Un esempio fu anche il non fascista Prezzolini, odiato da molti.
Chi era in alto, ma proprio in alto, amava gli eretici.
Oggi è un po’ diverso.
Oggi certi eretici sono amati dal basso, da tutti quelli che pensano a quanto scrisse Berto Ricci:
«Viene, dopo le finte battaglie, il giorno in cui c’è da fare sul serio, e si ristabiliscano di colpo le gerarchie naturali: avanti gli ultimi, i dimenticati, i malvisti, i derisi.
Essi ebbero la fortuna di non fare carriera, anzi, di non volerla fare, di non smarrire le proprie virtù nel frastuono degli elogi mentiti e dei battimano convenzionali.
Essi ebbero la fortuna di assaporare amarezze sane, ire sane, conoscere lunghi silenzi, sacrifici ostinati e senza lacrime, solitudini di pietra, amicizie non sottoposte all’utile e non imperniate sull’intrigo».
Ed infatti Mussolini convoca Ricci a Palazzo Venezia nell’estate del 1934 e lo invita a scrivere sul “Popolo d’Italia” dove terrà, insieme ai suoi collaboratori, una rubrica intitolata “Bazar”.
–
Ma questi ragazzi non erano solo intellettuali, infatti “L’Universale” termina le sue pubblicazioni il 25 agosto del 1935 con questa dichiarazione di Berto Ricci: «Questo giornale finisce quando deve finire, quando il suo desiderio di battaglia e di grandezza trova appagamento magnifico nel volere del Capo.

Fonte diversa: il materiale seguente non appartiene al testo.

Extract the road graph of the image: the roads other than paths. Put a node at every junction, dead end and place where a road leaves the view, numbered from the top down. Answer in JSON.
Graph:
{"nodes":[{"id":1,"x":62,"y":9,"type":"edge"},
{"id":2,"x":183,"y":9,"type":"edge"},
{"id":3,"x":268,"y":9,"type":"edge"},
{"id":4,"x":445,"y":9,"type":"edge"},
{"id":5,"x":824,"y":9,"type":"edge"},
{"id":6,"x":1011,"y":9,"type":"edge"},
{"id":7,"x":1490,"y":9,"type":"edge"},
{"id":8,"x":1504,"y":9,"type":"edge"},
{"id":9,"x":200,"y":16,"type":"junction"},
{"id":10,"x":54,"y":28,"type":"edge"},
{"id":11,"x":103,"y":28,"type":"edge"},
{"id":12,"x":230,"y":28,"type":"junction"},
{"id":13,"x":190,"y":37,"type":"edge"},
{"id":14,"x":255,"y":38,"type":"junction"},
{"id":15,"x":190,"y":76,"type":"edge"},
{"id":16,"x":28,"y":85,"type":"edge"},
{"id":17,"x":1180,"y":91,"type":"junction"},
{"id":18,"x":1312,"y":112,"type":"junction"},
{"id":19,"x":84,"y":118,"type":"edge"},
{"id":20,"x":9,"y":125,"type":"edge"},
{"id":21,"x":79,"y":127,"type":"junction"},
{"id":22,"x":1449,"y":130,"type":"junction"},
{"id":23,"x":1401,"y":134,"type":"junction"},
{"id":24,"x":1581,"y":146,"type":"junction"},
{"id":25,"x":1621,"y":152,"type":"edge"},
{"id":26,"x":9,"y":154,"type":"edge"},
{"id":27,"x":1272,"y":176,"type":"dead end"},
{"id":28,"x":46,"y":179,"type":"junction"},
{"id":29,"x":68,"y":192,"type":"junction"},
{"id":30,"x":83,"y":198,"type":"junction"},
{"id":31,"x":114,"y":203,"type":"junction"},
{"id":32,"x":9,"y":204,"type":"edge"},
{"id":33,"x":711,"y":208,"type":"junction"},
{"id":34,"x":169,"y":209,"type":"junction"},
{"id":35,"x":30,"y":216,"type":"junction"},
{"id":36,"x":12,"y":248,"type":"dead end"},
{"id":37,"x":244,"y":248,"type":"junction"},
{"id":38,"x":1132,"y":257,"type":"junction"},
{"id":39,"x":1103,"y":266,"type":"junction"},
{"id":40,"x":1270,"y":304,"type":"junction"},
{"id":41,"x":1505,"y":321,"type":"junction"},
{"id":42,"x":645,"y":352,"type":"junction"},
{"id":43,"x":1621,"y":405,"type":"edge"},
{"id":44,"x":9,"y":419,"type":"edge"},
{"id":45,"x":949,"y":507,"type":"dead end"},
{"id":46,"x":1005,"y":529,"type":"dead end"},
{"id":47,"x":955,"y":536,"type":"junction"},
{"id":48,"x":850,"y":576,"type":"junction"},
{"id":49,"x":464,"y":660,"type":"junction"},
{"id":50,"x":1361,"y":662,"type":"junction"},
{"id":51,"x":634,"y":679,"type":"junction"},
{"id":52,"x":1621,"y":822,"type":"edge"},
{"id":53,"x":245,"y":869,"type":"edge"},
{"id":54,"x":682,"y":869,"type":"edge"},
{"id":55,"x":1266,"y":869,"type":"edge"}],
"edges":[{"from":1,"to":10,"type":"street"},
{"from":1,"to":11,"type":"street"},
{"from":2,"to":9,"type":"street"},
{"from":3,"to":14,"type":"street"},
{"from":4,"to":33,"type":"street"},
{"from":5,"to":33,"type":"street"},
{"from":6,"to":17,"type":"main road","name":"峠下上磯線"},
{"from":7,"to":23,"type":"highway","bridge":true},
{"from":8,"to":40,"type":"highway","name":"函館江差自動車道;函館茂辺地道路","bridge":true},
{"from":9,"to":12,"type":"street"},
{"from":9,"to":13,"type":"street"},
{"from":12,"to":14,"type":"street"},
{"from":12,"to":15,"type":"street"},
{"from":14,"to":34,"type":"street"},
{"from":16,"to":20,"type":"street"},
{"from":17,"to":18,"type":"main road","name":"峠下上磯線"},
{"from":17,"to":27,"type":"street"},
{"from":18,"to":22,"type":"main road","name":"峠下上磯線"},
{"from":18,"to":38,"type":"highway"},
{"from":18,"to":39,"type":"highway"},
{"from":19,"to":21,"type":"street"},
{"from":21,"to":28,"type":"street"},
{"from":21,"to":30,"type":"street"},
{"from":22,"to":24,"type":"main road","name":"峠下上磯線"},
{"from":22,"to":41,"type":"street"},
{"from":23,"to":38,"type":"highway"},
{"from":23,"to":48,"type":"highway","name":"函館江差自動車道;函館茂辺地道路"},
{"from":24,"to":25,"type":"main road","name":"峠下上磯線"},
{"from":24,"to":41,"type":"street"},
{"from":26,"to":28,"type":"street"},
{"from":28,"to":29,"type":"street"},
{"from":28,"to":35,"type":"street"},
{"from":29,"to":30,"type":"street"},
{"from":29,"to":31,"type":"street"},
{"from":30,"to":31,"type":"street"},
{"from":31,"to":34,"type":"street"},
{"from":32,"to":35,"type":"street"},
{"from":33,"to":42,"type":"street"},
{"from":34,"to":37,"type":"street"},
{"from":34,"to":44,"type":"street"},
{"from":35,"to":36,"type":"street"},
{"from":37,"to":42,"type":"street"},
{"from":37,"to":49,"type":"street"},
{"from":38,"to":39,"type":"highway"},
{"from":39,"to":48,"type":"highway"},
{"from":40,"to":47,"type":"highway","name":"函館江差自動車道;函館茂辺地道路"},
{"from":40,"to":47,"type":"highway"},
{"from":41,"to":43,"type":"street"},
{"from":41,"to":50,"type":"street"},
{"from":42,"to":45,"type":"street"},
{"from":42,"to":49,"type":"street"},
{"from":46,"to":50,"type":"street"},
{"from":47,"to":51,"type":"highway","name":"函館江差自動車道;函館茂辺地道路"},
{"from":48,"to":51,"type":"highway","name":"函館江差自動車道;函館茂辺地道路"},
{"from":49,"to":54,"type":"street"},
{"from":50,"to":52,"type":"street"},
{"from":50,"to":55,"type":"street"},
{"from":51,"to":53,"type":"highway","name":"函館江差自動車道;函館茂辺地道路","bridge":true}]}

Non altro chiedevamo e non altro credevamo.
Bilanci? Li tirerà chi tornerà!
Ora, camerati, non è più tempo di carta stampata è ora del cimento in Etiopia!».
Berto Ricci vuole combattere con tutte le sue forze ma partire per lui non è semplice visto che la cartolina di arruolamento non arriva.
Berto Ricci però vuole partire volontario e lo dimostrano le dodici lettere che scrive al grande Pavolini per andare al Fronte.
Tra queste una:
«Caro Pavolini, vi chiedo un favore, mi sentirei pochissimo a posto dinnanzi a me stesso e all’Italia se restassi a casa mentre si combatte. Aspettavo una cartolina che non viene, voi siete un uomo da capire uno stato d’animo che mi dà giornate bruttine. Ho fatto domanda al distretto per essere assegnato ad un reparto combattente, ma ho paura che la domanda resti là a dormire. Non so come andranno le cose dopo la capitolazione francese, ma credo che la partita con gli inglesi non sarà né brevissima né vana. Insomma, Vi chiedo, caro Pavolini, di appoggiare questa domanda che ho fatto. Tanto se resto a casa sono un uomo inutile, non sono più buono né a scrivere un rigo, né a dire una parola e come me ce n’è tanti. Almeno ai giornalisti dovrebbe essere concesso di combattere. Aspetto da Voi una parola e Vi ringrazio perché so che farete quel che potrete. Il Vostro Berto Ricci.».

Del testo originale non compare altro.